- **Work instruction**:
Which lines below include "Give"? Copy them all.

___ Dataset records ___

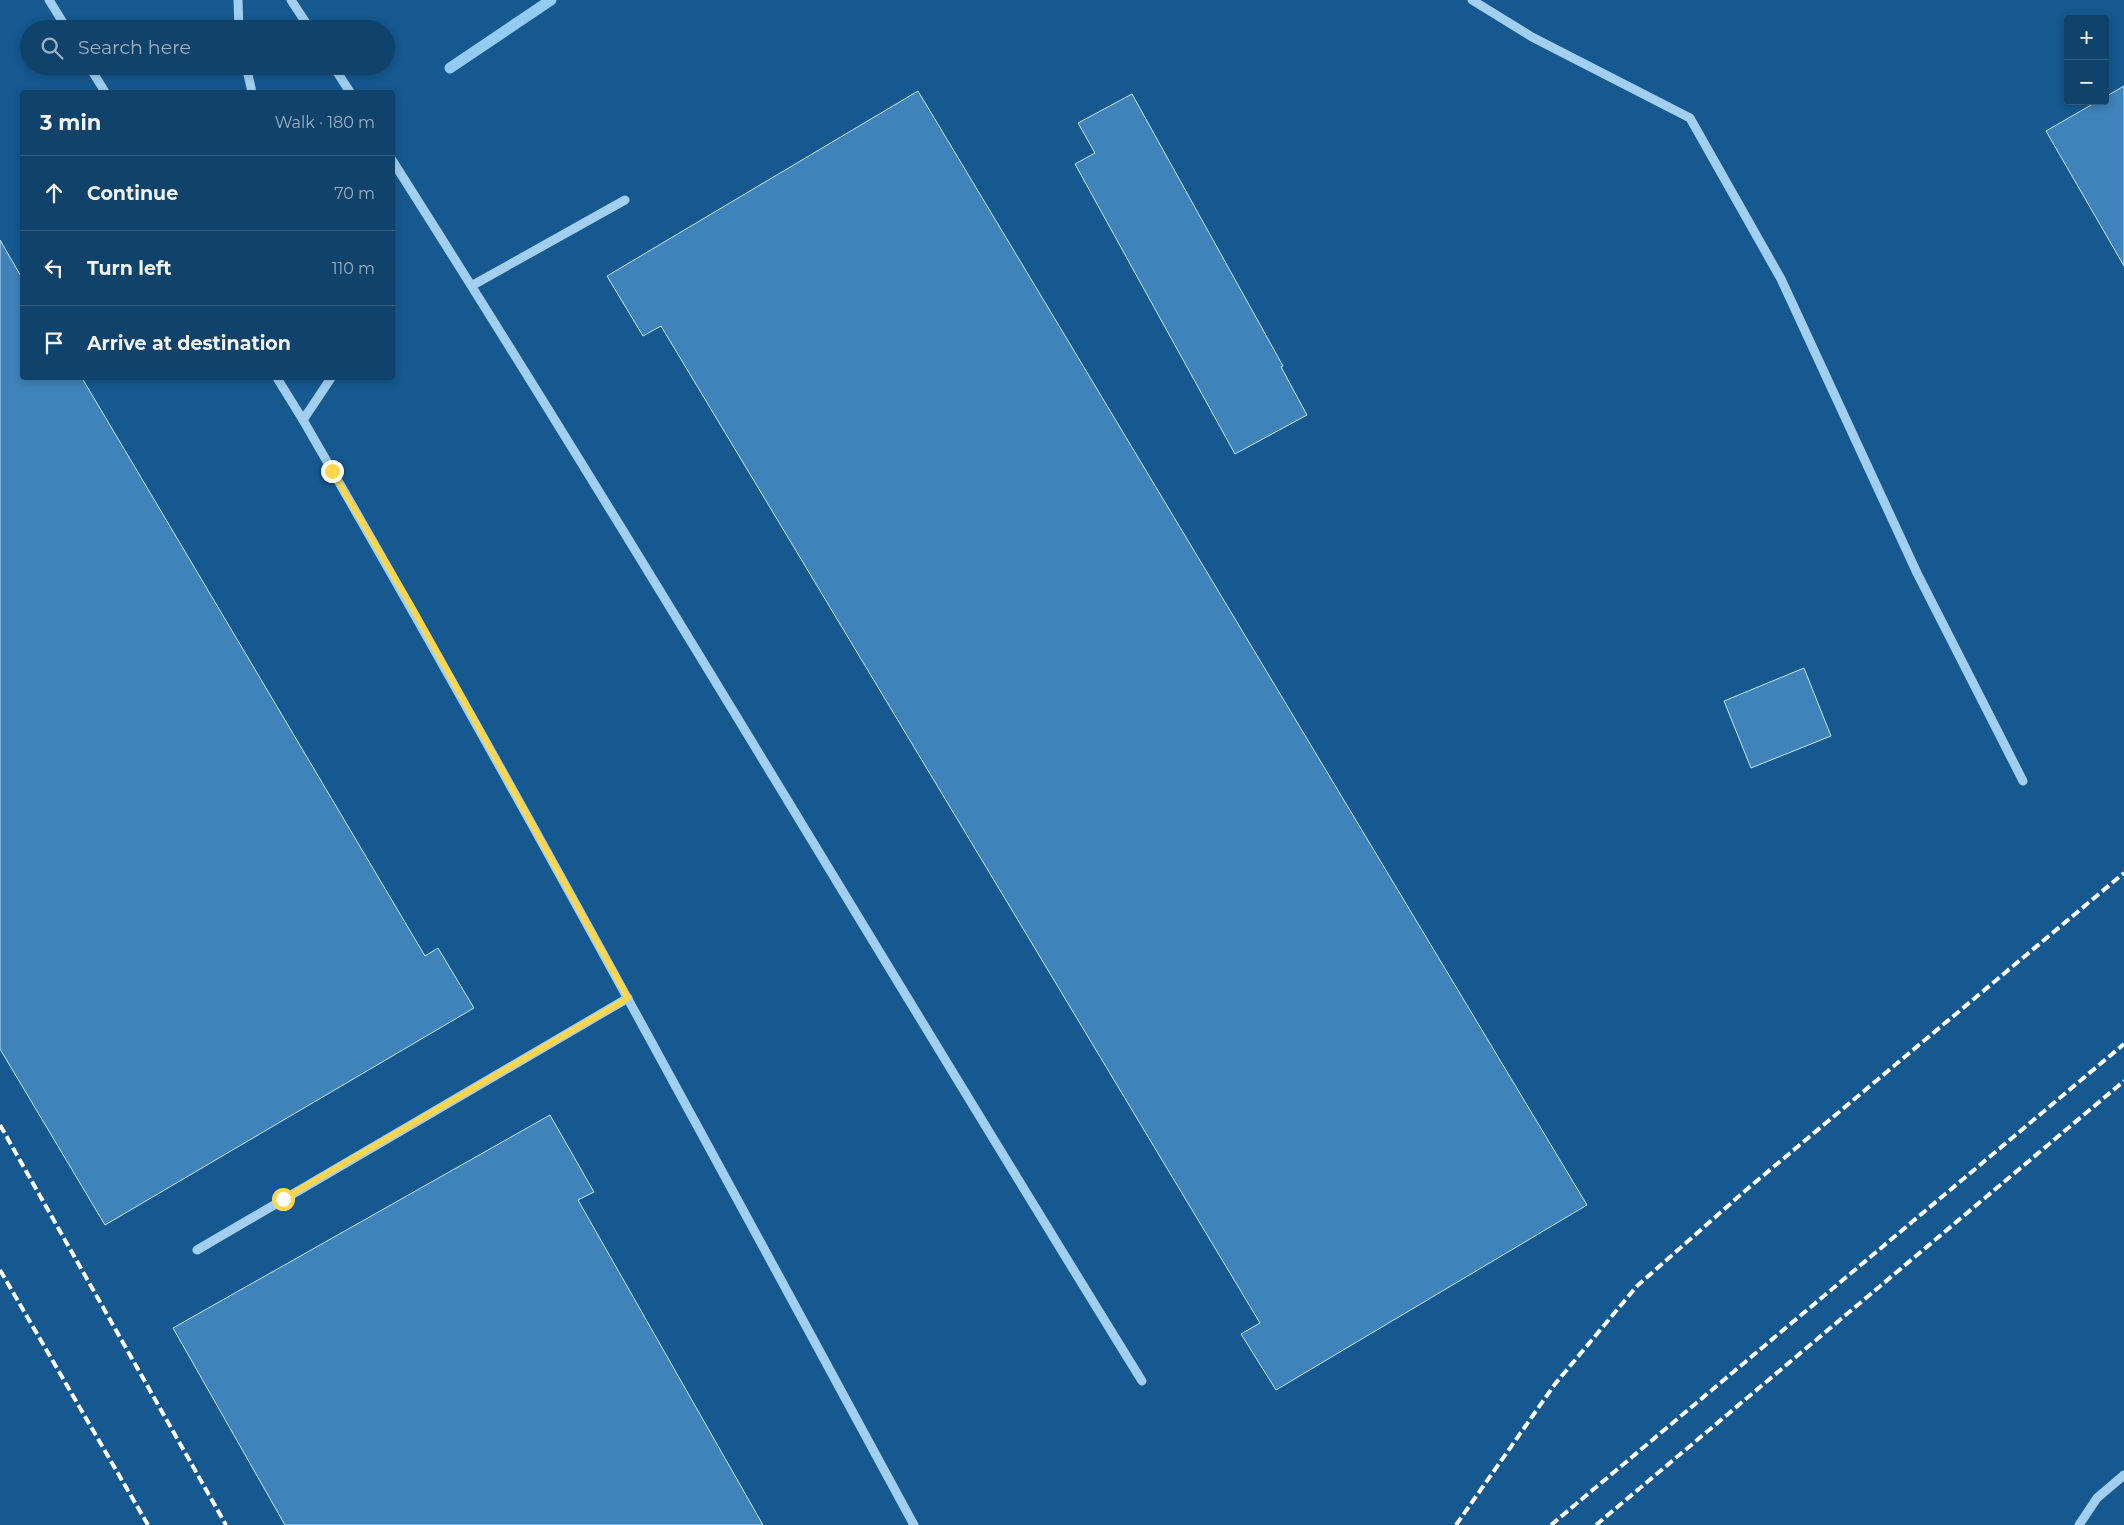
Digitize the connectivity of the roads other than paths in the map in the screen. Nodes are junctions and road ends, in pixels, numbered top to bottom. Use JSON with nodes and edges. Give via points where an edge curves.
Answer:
{"nodes":[{"id":1,"x":49,"y":0,"type":"edge"},
{"id":2,"x":238,"y":0,"type":"edge"},
{"id":3,"x":291,"y":0,"type":"edge"},
{"id":4,"x":1472,"y":0,"type":"edge"},
{"id":5,"x":61,"y":20,"type":"edge"},
{"id":6,"x":239,"y":20,"type":"edge"},
{"id":7,"x":304,"y":20,"type":"edge"},
{"id":8,"x":95,"y":75,"type":"edge"},
{"id":9,"x":248,"y":75,"type":"edge"},
{"id":10,"x":339,"y":75,"type":"edge"},
{"id":11,"x":104,"y":90,"type":"edge"},
{"id":12,"x":252,"y":90,"type":"edge"},
{"id":13,"x":349,"y":90,"type":"edge"},
{"id":14,"x":395,"y":165,"type":"edge"},
{"id":15,"x":625,"y":200,"type":"dead end"},
{"id":16,"x":473,"y":285,"type":"junction"},
{"id":17,"x":278,"y":380,"type":"edge"},
{"id":18,"x":331,"y":380,"type":"edge"},
{"id":19,"x":303,"y":420,"type":"junction"},
{"id":20,"x":2023,"y":781,"type":"dead end"},
{"id":21,"x":628,"y":998,"type":"junction"},
{"id":22,"x":197,"y":1250,"type":"dead end"},
{"id":23,"x":1142,"y":1380,"type":"dead end"},
{"id":24,"x":2124,"y":1475,"type":"edge"},
{"id":25,"x":914,"y":1525,"type":"edge"},
{"id":26,"x":2079,"y":1525,"type":"edge"}],
"edges":[{"from":1,"to":5,"type":"street"},
{"from":2,"to":6,"type":"street"},
{"from":3,"to":7,"type":"street"},
{"from":4,"to":20,"type":"street","via":[[1532,36],[1690,118],[1781,279],[1917,573]]},
{"from":8,"to":11,"type":"street"},
{"from":9,"to":12,"type":"street"},
{"from":10,"to":13,"type":"street"},
{"from":14,"to":16,"type":"street"},
{"from":15,"to":16,"type":"street"},
{"from":16,"to":23,"type":"street"},
{"from":17,"to":19,"type":"street"},
{"from":18,"to":19,"type":"street"},
{"from":19,"to":21,"type":"street","via":[[412,607]]},
{"from":21,"to":22,"type":"street"},
{"from":21,"to":25,"type":"street"},
{"from":24,"to":26,"type":"street","via":[[2097,1498]]}]}
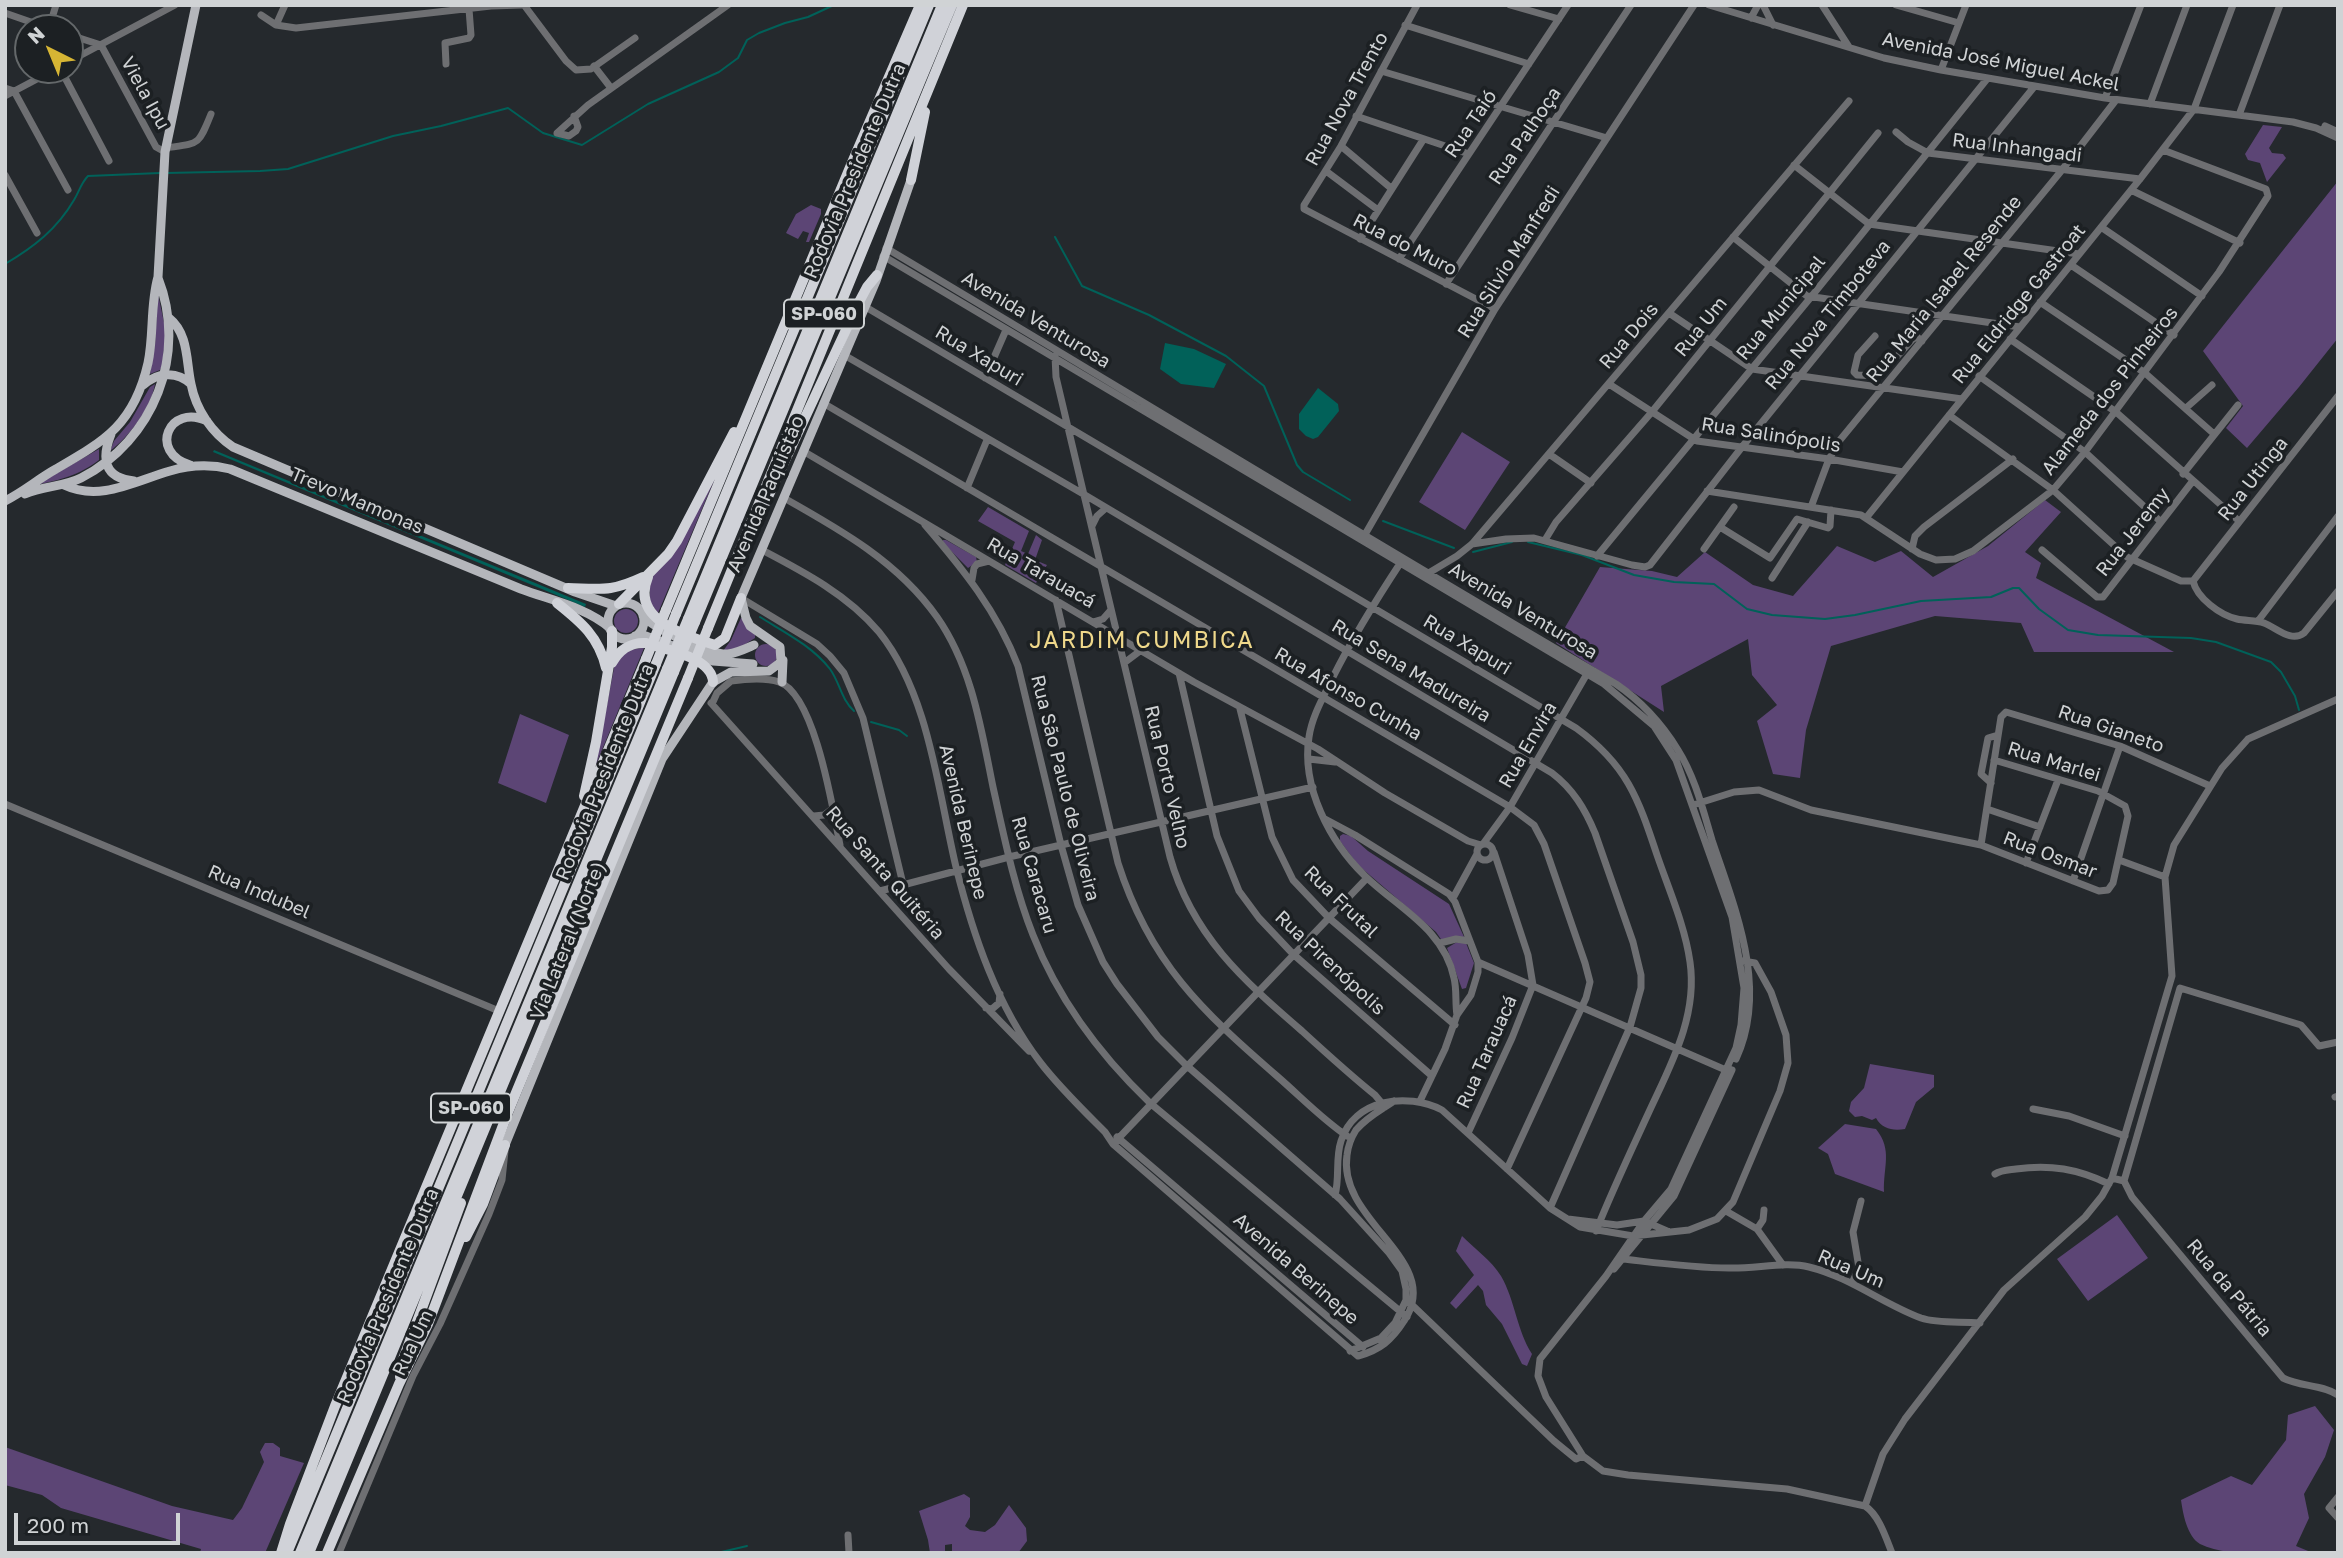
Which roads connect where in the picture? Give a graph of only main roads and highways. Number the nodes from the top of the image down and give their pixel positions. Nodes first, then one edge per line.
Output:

___

- **Response to this exercise**:
Digitize the connectivity of the roads other than paths in the map in the screen. Nodes are junctions and road ends, in pixels, numbered top to bottom. Use JSON with nodes and edges. Give via points where an edge curves.
Which roads connect where in the picture? Give a graph of only main roads and highways. Number the nodes from the top of the image down and give their pixel positions. Nodes first, then one edge per line.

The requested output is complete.